Толедские виллы | страница 34



О душа! Свобода — верный
Счастья твоего залог;
Берегись, чтобы не смог
Вырвать этот дар безмерный
Купидон, мальчишка скверный.
Он купец дурной породы:
С ним душе — одни расходы,
Не вступай с Амуром в торг!
Посулив тебе восторг,
Он лишит тебя свободы.
Вот, душа, совет прекрасный:
Прячь свободу, чтобы вор
На нее не бросил взор;
Помни, что его соблазны
Лживы и всегда опасны.
Он красив, но с ним игра
Не доводит до добра.
Красота Амура — это
Сеговийская монета:
Медь под видом серебра.
Пусть, душа, твоя свобода
Притаится лишний раз.
Выставлять же напоказ
То, что дарит нам природа, —
Попросту дурная мода.
Сидя у окна, девица
В девушках не засидится.
Ты, душа, в глазах видна,
Точно в окнах; в два окна
Вор скорее заглядится.
Знай, душа, непрочно счастье;
Знай, тебя Амур, пират,
Походя ограбить рад.
Но в твоей покамест власти
Избежать такой напасти.
Разум должно применить!
Он, как Ариадны нить,
Верный путь укажет в мире.
И в невольничьем Алжире
Можно вольность сохранить!

Дивную власть даровало небо музыке!
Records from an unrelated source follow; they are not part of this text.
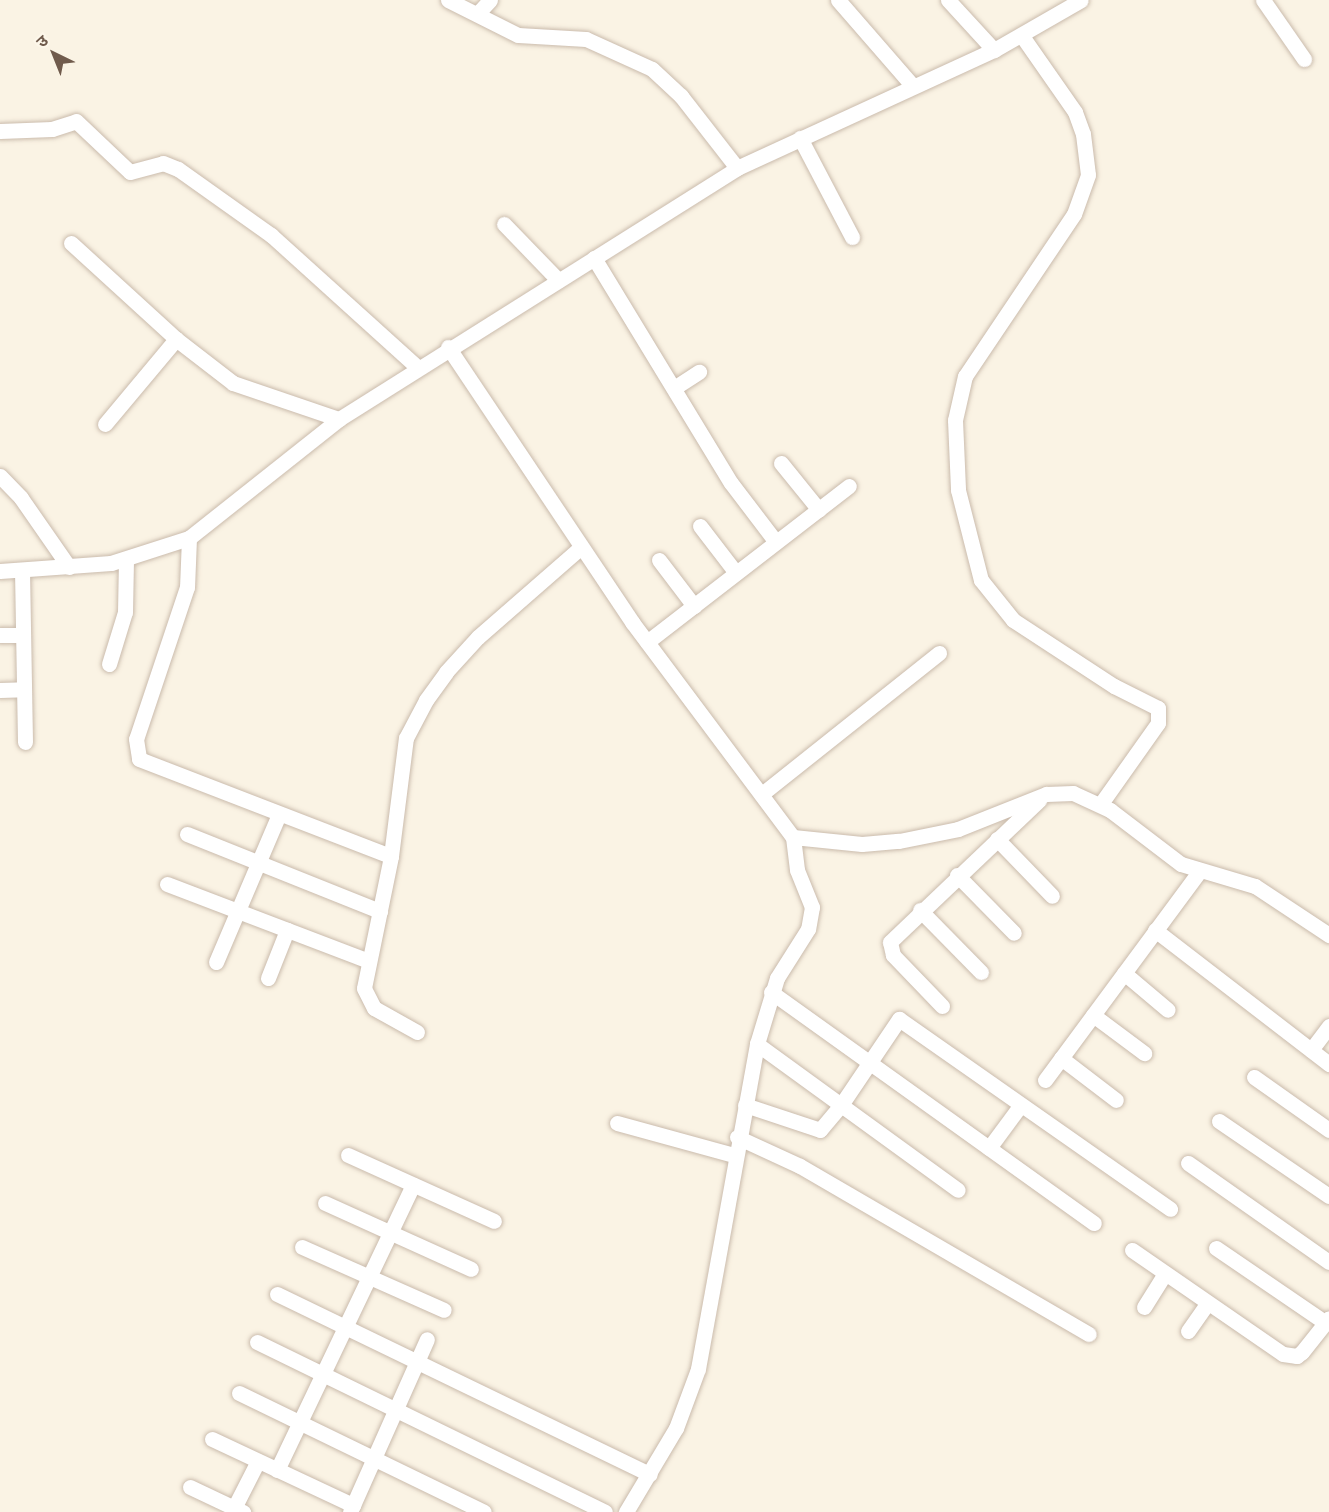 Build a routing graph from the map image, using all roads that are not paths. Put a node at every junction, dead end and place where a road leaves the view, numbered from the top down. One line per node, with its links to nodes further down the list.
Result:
1 (448, 0): 7 (street)
2 (490, 0): 7 (street)
3 (838, 0): 11 (street)
4 (948, 0): 9 (street)
5 (1080, 0): 8 (street)
6 (1263, 0): 10 (street)
7 (477, 14): 14 (street)
8 (1022, 36): 9 (street); 52 (street)
9 (994, 50): 11 (street)
10 (1304, 59)
11 (912, 85): 13 (street)
12 (0, 131): 22 (street)
13 (800, 138): 14 (street); 16 (street)
14 (737, 168): 18 (street)
15 (504, 224): 19 (street)
16 (852, 237)
17 (71, 243): 20 (street)
18 (594, 258): 19 (street); 24 (street)
19 (558, 280): 21 (street)
20 (176, 339): 25 (street); 26 (street)
21 (448, 347): 22 (street); 34 (street)
22 (417, 367): 25 (street)
23 (699, 372): 24 (street)
24 (674, 388): 33 (street)
25 (339, 418): 32 (street)
26 (105, 424)
27 (781, 463): 30 (street)
28 (0, 476): 37 (street)
29 (849, 486): 30 (street)
30 (819, 510): 33 (street)
31 (700, 526): 40 (street)
32 (189, 538): 35 (street); 53 (street)
33 (776, 542): 40 (street)
34 (581, 547): 44 (street); 57 (street)
35 (126, 560): 37 (street); 46 (street)
36 (659, 560): 41 (street)
37 (69, 567): 39 (street)
38 (0, 570): 39 (street)
39 (22, 570): 43 (street)
40 (736, 573): 41 (street)
41 (694, 606): 44 (street)
42 (0, 635): 43 (street)
43 (23, 635): 47 (street)
44 (647, 642): 50 (street)
45 (939, 653): 50 (street)
46 (109, 664)
47 (24, 689): 48 (street); 49 (street)
48 (0, 690)
49 (25, 742)
50 (763, 793): 55 (street)
51 (1046, 794): 52 (street); 55 (street); 56 (street)
52 (1100, 805): 59 (street)
53 (279, 814): 57 (street); 58 (street)
54 (187, 834): 58 (street)
55 (793, 837): 75 (street)
56 (997, 840): 60 (street); 62 (street)
57 (391, 856): 65 (street)
58 (258, 862): 64 (street); 65 (street)
59 (1199, 872): 67 (street); 69 (street)
60 (957, 875): 63 (street); 68 (street)
61 (167, 884): 64 (street)
62 (1052, 896)
63 (920, 910): 72 (street); 76 (street)
64 (238, 911): 66 (street); 71 (street)
65 (380, 911): 70 (street)
66 (287, 930): 70 (street); 74 (street)
67 (1155, 930): 73 (street); 82 (street)
68 (1014, 933)
69 (1329, 935)
70 (369, 961): 80 (street)
71 (216, 962)
72 (981, 972)
73 (1124, 973): 77 (street); 78 (street)
74 (268, 978)
75 (771, 992): 81 (street); 85 (street)
76 (942, 1006)
77 (1168, 1010)
78 (1093, 1015): 83 (street); 84 (street)
79 (1329, 1026): 82 (street)
80 (417, 1032)
81 (757, 1044): 90 (street); 91 (street)
82 (1311, 1050): 86 (street)
83 (1144, 1053)
84 (1061, 1058): 88 (street); 89 (street)
85 (870, 1063): 91 (street); 92 (street); 97 (street)
86 (1329, 1064)
87 (1254, 1077): 95 (street)
88 (1045, 1080)
89 (1116, 1100)
90 (746, 1105): 91 (street); 96 (street)
91 (841, 1105): 102 (street)
92 (1020, 1106): 97 (street); 105 (street)
93 (1220, 1120): 103 (street)
94 (617, 1123): 99 (street)
95 (1329, 1130)
96 (737, 1137): 99 (street); 123 (street)
97 (989, 1148): 107 (street)
98 (348, 1155): 101 (street)
99 (734, 1155): 135 (street)
100 (1188, 1163): 112 (street)
101 (413, 1185): 106 (street); 108 (street)
102 (958, 1190)
103 (1329, 1196)
104 (325, 1203): 108 (street)
105 (1170, 1209)
106 (494, 1221)
107 (1094, 1223)
108 (390, 1233): 113 (street); 115 (street)
109 (302, 1247): 115 (street)
110 (1216, 1248): 120 (street)
111 (1132, 1250): 114 (street)
112 (1329, 1262)
113 (471, 1269)
114 (1164, 1274): 117 (street); 118 (street)
115 (369, 1277): 119 (street); 121 (street)
116 (277, 1294): 121 (street)
117 (1207, 1304): 120 (street); 122 (street)
118 (1144, 1307)
119 (444, 1310)
120 (1327, 1320)
121 (345, 1327): 126 (street); 127 (street)
122 (1188, 1331)
123 (1089, 1334)
124 (428, 1339): 126 (street)
125 (256, 1342): 127 (street)
126 (417, 1362): 129 (street); 135 (street)
127 (322, 1375): 129 (street); 130 (street)
128 (239, 1393): 130 (street)
129 (395, 1410): 132 (street); 140 (street)
130 (300, 1422): 132 (street); 134 (street)
131 (212, 1439): 133 (street)
132 (374, 1458): 137 (street); 139 (street)
133 (258, 1461): 134 (street); 138 (street)
134 (277, 1470): 137 (street)
135 (650, 1474): 141 (street)
136 (190, 1487): 138 (street)
137 (351, 1508)
138 (237, 1510)
139 (484, 1512)
140 (605, 1512)
141 (626, 1512)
Все, что ни замыслит, ей удается: она усыпляет Аргуса, усмиряет диких зверей, сдвигает камни, прекращает бури, прогоняет злых духов и, если правду говорят древние, сладостной гармонией сфер поддерживает жизнь вселенной, что, вероятно, дало повод философу назвать махину мирозданья «героическим стихом, чьи слоги — живые существа». Меня, по крайней мере, она хоть и не победила сразу, но настроила так, что в несколько дней моя свобода оказалась в плену у того, кто музыкальные инструменты сделал своим оружием.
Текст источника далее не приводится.